かつてあんたは俺のことなどなんとも思っちゃいなかった。せいぜいが兄の子供である、ただそれだけの存在だった。ひょっとしたら、憎んでいた時期もあったのかもしれないな。あんたが嫌いなあの男に似ている、ただそれだけの理由で。でもそれは、どちらも俺に向けての関心じゃない。あんたは俺を通して、兄弟を、あるいは憎いあの男を見ていたんだ。あんたにとって、俺自身はどうでもいい人間だった。なんらかの特別な感情を持つ価値さえない、ガラクタ程度の重みさえない生き物だった。

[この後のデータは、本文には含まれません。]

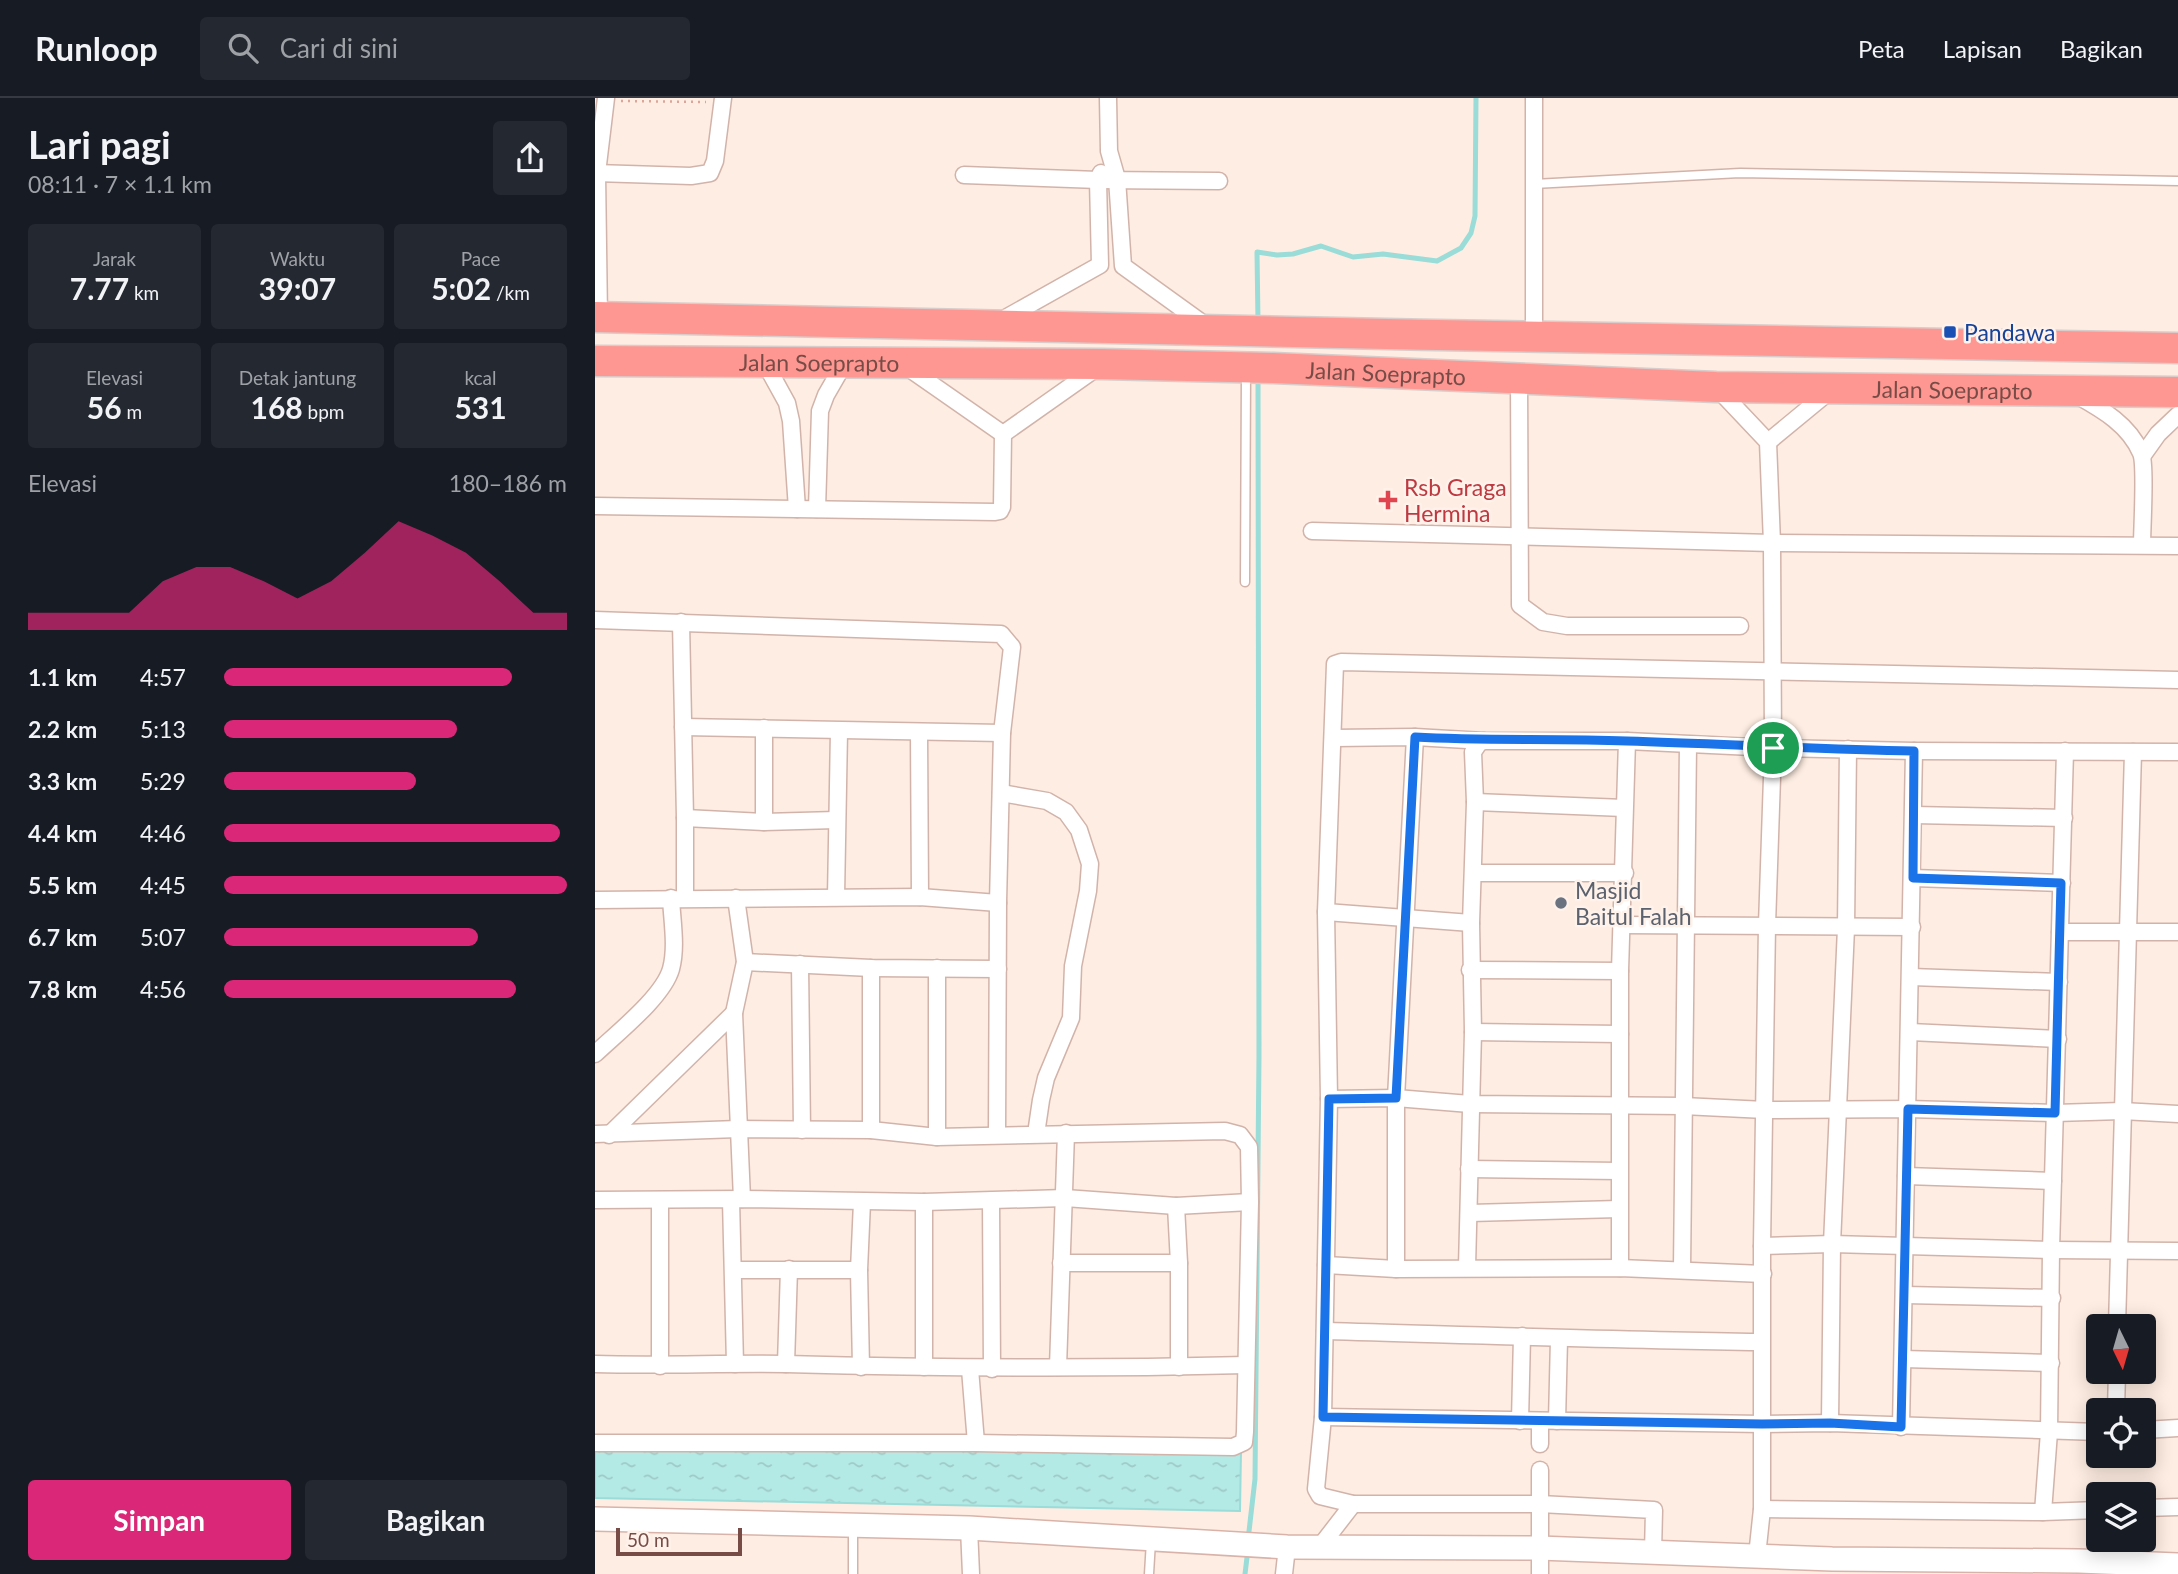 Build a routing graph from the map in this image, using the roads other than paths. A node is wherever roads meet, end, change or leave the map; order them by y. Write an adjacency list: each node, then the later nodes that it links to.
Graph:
1 (1108, 98): 5 (street)
2 (1534, 98): 12 (street)
3 (606, 99): 6 (street)
4 (723, 100): 6 (street)
5 (1109, 151): 8 (street); 9 (street)
6 (596, 173): 15 (street)
7 (964, 175): 9 (street)
8 (1118, 179): 9 (street); 10 (street); 14 (street)
9 (1098, 180): 13 (street)
10 (1219, 181)
11 (2178, 181): 12 (lane)
12 (1534, 184): 18 (street)
13 (1100, 265): 14 (street); 16 (street)
14 (1123, 265): 17 (street)
15 (597, 318): 16 (highway, Jalan Soeprapto)
16 (991, 327): 17 (highway, Jalan Soeprapto)
17 (1211, 329): 18 (highway, Jalan Soeprapto)
18 (1534, 339): 19 (highway, Jalan Soeprapto)
19 (2178, 348)
20 (595, 362): 22 (highway, Jalan Soeprapto)
21 (845, 362): 22 (highway, Jalan Soeprapto); 23 (highway, Jalan Soeprapto); 37 (street)
22 (765, 363): 36 (street)
23 (901, 363): 24 (highway, Jalan Soeprapto); 32 (street)
24 (1102, 364): 25 (highway, Jalan Soeprapto); 32 (street)
25 (1257, 368): 26 (highway, Jalan Soeprapto); 43 (lane)
26 (1519, 379): 27 (highway, Jalan Soeprapto); 39 (street)
27 (1716, 387): 28 (highway, Jalan Soeprapto); 33 (street)
28 (1833, 388): 30 (highway, Jalan Soeprapto); 33 (street)
29 (2178, 392): 30 (highway, Jalan Soeprapto)
30 (2073, 393): 34 (street)
31 (2178, 415): 34 (street)
32 (1003, 434): 37 (street)
33 (1768, 442): 40 (street)
34 (2143, 455): 41 (street)
35 (595, 506): 36 (street)
36 (797, 509): 37 (street)
37 (817, 509)
38 (1312, 531): 39 (street)
39 (1520, 537): 40 (street); 46 (street)
40 (1772, 543): 41 (street); 47 (street)
41 (2142, 545): 42 (street)
42 (2178, 546)
43 (1245, 582)
44 (595, 620): 45 (street)
45 (681, 622): 49 (street); 53 (street)
46 (1740, 626)
47 (1773, 671): 48 (street); 55 (street); 59 (street)
48 (2178, 680)
49 (683, 727): 50 (street); 69 (street)
50 (764, 728): 51 (street); 72 (street)
51 (839, 731): 52 (street); 71 (street)
52 (919, 732): 53 (street); 78 (street)
53 (1002, 733): 65 (street)
54 (1415, 737): 55 (street); 56 (street); 84 (street)
55 (1334, 738): 83 (street)
56 (1484, 741): 57 (street); 66 (street)
57 (1627, 741): 58 (street); 67 (street)
58 (1688, 745): 59 (street); 88 (street)
59 (1773, 748): 60 (street); 87 (street)
60 (1848, 749): 61 (street); 90 (street)
61 (1914, 751): 62 (street); 68 (street)
62 (2065, 751): 63 (street); 70 (street)
63 (2133, 752): 64 (street); 92 (street)
64 (2178, 752)
65 (1001, 793): 82 (street); 126 (street)
66 (1475, 802): 67 (street); 73 (street)
67 (1624, 807): 74 (street)
68 (1913, 815): 70 (street); 75 (street)
69 (685, 818): 72 (street); 79 (street)
70 (2064, 818): 76 (street)
71 (836, 820): 72 (street); 77 (street)
72 (764, 822)
73 (1474, 873): 74 (street); 85 (street)
74 (1625, 873): 86 (street)
75 (1913, 878): 76 (street); 89 (street)
76 (2061, 883): 91 (street)
77 (836, 897): 78 (street); 80 (street)
78 (920, 897): 82 (street)
79 (678, 898): 80 (street); 81 (street); 108 (street)
80 (736, 898): 94 (street)
81 (595, 900)
82 (998, 903): 98 (street)
83 (1327, 912): 84 (street); 110 (street)
84 (1407, 917): 85 (street); 109 (street)
85 (1471, 923): 99 (street)
86 (1621, 925): 88 (street); 100 (street)
87 (1767, 925): 88 (street); 90 (street); 116 (street)
88 (1685, 926): 113 (street)
89 (1912, 927): 90 (street); 101 (street)
90 (1846, 928): 114 (street)
91 (2060, 932): 92 (street); 102 (street)
92 (2128, 932): 93 (street); 117 (street)
93 (2178, 932)
94 (745, 962): 95 (street); 103 (street)
95 (800, 964): 96 (street); 121 (street)
96 (871, 968): 97 (street); 122 (street)
97 (937, 968): 98 (street); 127 (street)
98 (999, 969): 125 (street)
99 (1471, 970): 100 (street); 104 (street)
100 (1620, 971): 106 (street)
101 (1911, 977): 102 (street); 105 (street)
102 (2059, 982): 107 (street)
103 (734, 1013): 120 (street); 123 (street)
104 (1473, 1032): 106 (street); 111 (street)
105 (1910, 1032): 107 (street); 115 (street)
106 (1620, 1034): 112 (street)
107 (2057, 1039): 118 (street)
108 (595, 1054)
109 (1396, 1098): 110 (street); 111 (street); 155 (street)
110 (1329, 1099): 151 (street)
111 (1470, 1104): 112 (street); 128 (street)
112 (1620, 1106): 113 (street); 129 (street)
113 (1683, 1106): 116 (street); 156 (street)
114 (1837, 1109): 115 (street); 116 (street); 143 (street)
115 (1908, 1109): 118 (street); 130 (street)
116 (1765, 1110): 144 (street)
117 (2122, 1111): 118 (street); 119 (street); 147 (street)
118 (2055, 1113): 131 (street)
119 (2178, 1115)
120 (738, 1129): 121 (street); 123 (street); 135 (street)
121 (802, 1130): 122 (street)
122 (871, 1130): 127 (street)
123 (600, 1133)
124 (1066, 1133): 126 (street); 132 (street); 139 (street)
125 (997, 1134): 126 (street); 127 (street)
126 (1036, 1134)
127 (937, 1137)
128 (1469, 1169): 129 (street); 142 (street)
129 (1619, 1171): 141 (street)
130 (1906, 1177): 131 (street); 145 (street)
131 (2053, 1181): 146 (street)
132 (1065, 1198): 136 (street); 140 (street); 150 (street)
133 (595, 1200): 134 (street)
134 (660, 1200): 135 (street); 173 (street)
135 (737, 1200): 137 (street); 157 (street)
136 (992, 1201): 138 (street); 178 (street)
137 (862, 1202): 138 (street); 158 (street)
138 (924, 1202): 175 (street)
139 (1250, 1202): 140 (street); 172 (street)
140 (1176, 1206): 149 (street)
141 (1619, 1209): 142 (street); 153 (street)
142 (1470, 1213): 152 (street)
143 (1832, 1244): 144 (street); 145 (street); 184 (street)
144 (1762, 1246): 159 (street)
145 (1905, 1247): 146 (street); 160 (street)
146 (2051, 1250): 147 (street); 161 (street)
147 (2118, 1250): 148 (street); 162 (street)
148 (2178, 1251)
149 (1179, 1263): 150 (street); 177 (street)
150 (1061, 1264): 176 (street)
151 (1326, 1265): 155 (street); 163 (street)
152 (1467, 1267): 153 (street); 155 (street)
153 (1620, 1268): 156 (street)
154 (789, 1269): 157 (street); 158 (street); 171 (street)
155 (1396, 1269)
156 (1682, 1269): 159 (street)
157 (734, 1270): 170 (street)
158 (859, 1270): 174 (street)
159 (1763, 1274): 166 (street)
160 (1905, 1295): 161 (street); 167 (street)
161 (2052, 1298): 168 (street)
162 (2117, 1314)
163 (1325, 1331): 164 (street); 180 (street)
164 (1522, 1336): 165 (street); 181 (street)
165 (1559, 1339): 166 (street); 183 (street)
166 (1761, 1342): 185 (street)
167 (1903, 1359): 168 (street); 186 (street)
168 (2051, 1363): 189 (street)
169 (595, 1364): 173 (street)
170 (735, 1364): 171 (street); 173 (street)
171 (786, 1364): 174 (street)
172 (1246, 1365): 177 (street); 192 (street)
173 (660, 1366)
174 (861, 1367): 175 (street)
175 (924, 1367): 179 (street)
176 (1058, 1367): 177 (street); 178 (street)
177 (1179, 1367)
178 (992, 1368): 179 (street)
179 (970, 1369): 192 (street)
180 (1323, 1417): 181 (street); 195 (street)
181 (1520, 1420): 182 (street)
182 (1540, 1421): 183 (street); 193 (street)
183 (1557, 1421): 185 (street)
184 (1830, 1423): 185 (street); 186 (street)
185 (1762, 1424): 199 (street)
186 (1901, 1427): 189 (street)
187 (2178, 1428): 188 (street)
188 (2156, 1429)
189 (2049, 1432): 190 (street); 201 (street)
190 (2086, 1432)
191 (595, 1443): 192 (street)
192 (977, 1443)
193 (1540, 1444)
194 (1540, 1470): 196 (street)
195 (1353, 1504): 196 (street); 207 (street)
196 (1540, 1504): 208 (street); 209 (street)
197 (2178, 1507): 198 (street)
198 (2156, 1508)
199 (1762, 1509): 201 (street); 210 (street)
200 (2086, 1510): 201 (street)
201 (2043, 1512)
202 (595, 1519): 203 (street)
203 (853, 1525): 204 (street); 214 (lane)
204 (969, 1528): 205 (street); 215 (street)
205 (1151, 1538): 206 (street); 216 (lane)
206 (1275, 1547): 207 (street); 217 (street)
207 (1319, 1548): 208 (street)
208 (1539, 1548): 209 (street); 218 (street)
209 (1653, 1553): 210 (street)
210 (1756, 1556): 212 (street)
211 (2178, 1565): 213 (street)
212 (1833, 1567): 213 (street)
213 (2080, 1567)
214 (853, 1574)
215 (971, 1574)
216 (1149, 1574)
217 (1284, 1574)
218 (1540, 1574)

──でも、そうだったからこそ、俺はあんたの好意を信じていられたんだ。
それがこの世に存在するはずのないものだからこそ、俺はそれを信じた。そこには信じる余地があった。なにもないからこそ、思うことも夢見ることも自由だった。本物ではないかもしれない、飢えもおさまらないかもしれないけれども、俺はそれで十分満足していたんだ。そのままで良かった。強烈な現実よりも、生温いまどろみのままで。
──それが今や、あんたは俺のことが好きだと言う。俺のことが欲しいのだと。
……あるはずのないものが現実になったのなら、それを信じていた俺は考えを変えなければならない。
あんたの俺に対する好意は存在する。だからもう、それを信じることはない。
「──ああ、そうだ。俺の気持ちは確かにちゃんとここにある。だから信じる必要はない。受け入れるか、拒絶するかだ」
そう言って不敵に笑うこの男を、俺は心底嫌いだと思った。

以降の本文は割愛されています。